In a massive win for LGBTQ+ rights, Austria has removed its archaic ban on blood donations from queer individuals.

On 20 May, Green party Health Minister Johannes Rauch announced the groundbreaking news in a statement.

“We are putting an end to discrimination from another age,” he said.

“If someone wants to help by donating, there is no reason why they should be prevented from doing so because of their sexual orientation or gender identity.”

Under the new set of rules, any person that has had sexual intercourse in the last three months will be prevented from donating blood – regardless of their sexual orientation or gender identity.

This is a stark change from the country’s previous regulations, which saw non-binary and trans individuals banned from donating blood completely.

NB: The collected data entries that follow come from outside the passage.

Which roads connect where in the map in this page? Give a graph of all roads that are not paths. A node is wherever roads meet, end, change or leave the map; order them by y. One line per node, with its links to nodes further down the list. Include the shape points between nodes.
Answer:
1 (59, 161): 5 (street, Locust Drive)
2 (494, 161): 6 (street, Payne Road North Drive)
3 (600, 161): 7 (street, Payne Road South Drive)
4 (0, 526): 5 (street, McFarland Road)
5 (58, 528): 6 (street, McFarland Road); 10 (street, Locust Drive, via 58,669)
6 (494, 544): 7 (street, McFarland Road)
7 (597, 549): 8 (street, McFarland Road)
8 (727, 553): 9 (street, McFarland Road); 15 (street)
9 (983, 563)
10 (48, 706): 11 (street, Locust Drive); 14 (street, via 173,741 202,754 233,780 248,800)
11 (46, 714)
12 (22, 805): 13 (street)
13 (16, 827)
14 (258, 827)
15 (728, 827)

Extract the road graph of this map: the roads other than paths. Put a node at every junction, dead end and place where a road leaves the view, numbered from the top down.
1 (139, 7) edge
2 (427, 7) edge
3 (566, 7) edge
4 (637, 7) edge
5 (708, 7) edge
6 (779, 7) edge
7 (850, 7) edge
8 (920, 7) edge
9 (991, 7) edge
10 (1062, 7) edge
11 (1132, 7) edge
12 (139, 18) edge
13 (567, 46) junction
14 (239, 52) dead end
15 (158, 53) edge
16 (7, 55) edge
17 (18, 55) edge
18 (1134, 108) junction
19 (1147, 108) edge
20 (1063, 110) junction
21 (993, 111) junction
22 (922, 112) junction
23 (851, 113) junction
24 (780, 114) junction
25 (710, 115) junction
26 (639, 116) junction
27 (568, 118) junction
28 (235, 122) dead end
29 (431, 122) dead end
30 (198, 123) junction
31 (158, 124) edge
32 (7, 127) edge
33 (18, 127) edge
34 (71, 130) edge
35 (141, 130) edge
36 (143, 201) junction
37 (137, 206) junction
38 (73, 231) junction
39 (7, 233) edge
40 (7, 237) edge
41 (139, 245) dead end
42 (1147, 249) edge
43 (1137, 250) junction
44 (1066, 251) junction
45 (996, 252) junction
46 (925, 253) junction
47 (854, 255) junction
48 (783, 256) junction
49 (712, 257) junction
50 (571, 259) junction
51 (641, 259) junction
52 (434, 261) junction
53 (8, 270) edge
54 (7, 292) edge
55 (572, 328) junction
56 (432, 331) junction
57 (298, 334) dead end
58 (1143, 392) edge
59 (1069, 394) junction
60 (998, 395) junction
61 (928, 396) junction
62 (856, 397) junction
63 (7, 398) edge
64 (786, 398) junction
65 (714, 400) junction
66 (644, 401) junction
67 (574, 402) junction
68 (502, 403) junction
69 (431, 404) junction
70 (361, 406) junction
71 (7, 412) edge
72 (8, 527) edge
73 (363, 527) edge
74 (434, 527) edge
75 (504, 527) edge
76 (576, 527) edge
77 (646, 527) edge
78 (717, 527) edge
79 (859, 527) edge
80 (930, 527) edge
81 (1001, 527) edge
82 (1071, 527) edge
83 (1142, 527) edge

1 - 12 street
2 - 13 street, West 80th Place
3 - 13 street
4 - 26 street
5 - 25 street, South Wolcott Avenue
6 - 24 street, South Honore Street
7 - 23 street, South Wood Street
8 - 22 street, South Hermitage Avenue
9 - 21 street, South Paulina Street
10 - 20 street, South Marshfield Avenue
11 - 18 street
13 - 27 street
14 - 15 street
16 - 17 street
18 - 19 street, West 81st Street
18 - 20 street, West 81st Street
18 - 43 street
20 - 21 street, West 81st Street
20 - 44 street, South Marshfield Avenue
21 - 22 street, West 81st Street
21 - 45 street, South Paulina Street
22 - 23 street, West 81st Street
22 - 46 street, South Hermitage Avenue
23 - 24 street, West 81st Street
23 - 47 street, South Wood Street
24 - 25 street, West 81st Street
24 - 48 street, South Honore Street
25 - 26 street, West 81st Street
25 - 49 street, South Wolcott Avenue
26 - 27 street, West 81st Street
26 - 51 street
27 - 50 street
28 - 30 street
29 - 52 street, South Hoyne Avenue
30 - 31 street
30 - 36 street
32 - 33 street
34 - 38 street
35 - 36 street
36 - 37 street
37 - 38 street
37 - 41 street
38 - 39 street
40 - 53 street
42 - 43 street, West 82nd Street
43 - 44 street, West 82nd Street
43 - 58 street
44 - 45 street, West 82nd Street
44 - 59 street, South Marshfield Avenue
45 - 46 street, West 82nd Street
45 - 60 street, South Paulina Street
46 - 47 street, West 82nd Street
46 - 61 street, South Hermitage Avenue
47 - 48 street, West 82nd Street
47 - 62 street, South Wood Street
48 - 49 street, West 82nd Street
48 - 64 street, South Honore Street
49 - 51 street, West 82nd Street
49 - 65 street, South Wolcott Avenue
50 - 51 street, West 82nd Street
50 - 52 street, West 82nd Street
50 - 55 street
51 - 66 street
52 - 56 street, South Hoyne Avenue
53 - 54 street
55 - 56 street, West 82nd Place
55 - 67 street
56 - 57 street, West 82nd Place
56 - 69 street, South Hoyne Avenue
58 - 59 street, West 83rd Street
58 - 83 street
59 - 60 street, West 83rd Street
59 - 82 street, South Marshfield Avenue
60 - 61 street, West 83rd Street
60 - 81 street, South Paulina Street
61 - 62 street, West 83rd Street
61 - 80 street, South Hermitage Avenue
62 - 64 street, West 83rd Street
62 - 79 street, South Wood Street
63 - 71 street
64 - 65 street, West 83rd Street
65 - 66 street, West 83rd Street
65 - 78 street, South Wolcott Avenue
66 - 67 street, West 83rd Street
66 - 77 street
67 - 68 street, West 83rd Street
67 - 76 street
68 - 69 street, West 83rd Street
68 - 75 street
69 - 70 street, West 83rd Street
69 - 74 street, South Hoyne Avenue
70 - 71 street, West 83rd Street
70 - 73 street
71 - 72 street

Queer men were also blocked from donating for 12 months if they engaged in sexual intercourse.

The inclusive adjustment will be implemented this autumn and will be evaluated by health experts after two years.

In a statement to Mannschaft, chairman of HOSI Vienna Ann-Sophie Otte said that “years of pressure” from the LGBTQ+ community helped push the government to draft new rules regarding “non-discriminatory blood donation.”

Managing Director of AIDS-Hilfe Wien Andrea Brunner echoed similar sentiments in an additional statement.

“Together with many other organisations, we have been drawing attention to the fact that blood donation must be based on individual risk behaviour of donors and not on the fact that groups are excluded on the basis of their sexual orientation or identity as before,” Brunner said.

“If this is now possible with the regulation, this is an important step.”

Recently, an array of countries have eased blood donation restrictions on gay, bisexual and queer men.

The UK did so just last year, with countries such as Greece, France, Denmark, Brazil, Israel and Hungary also lifting their bans.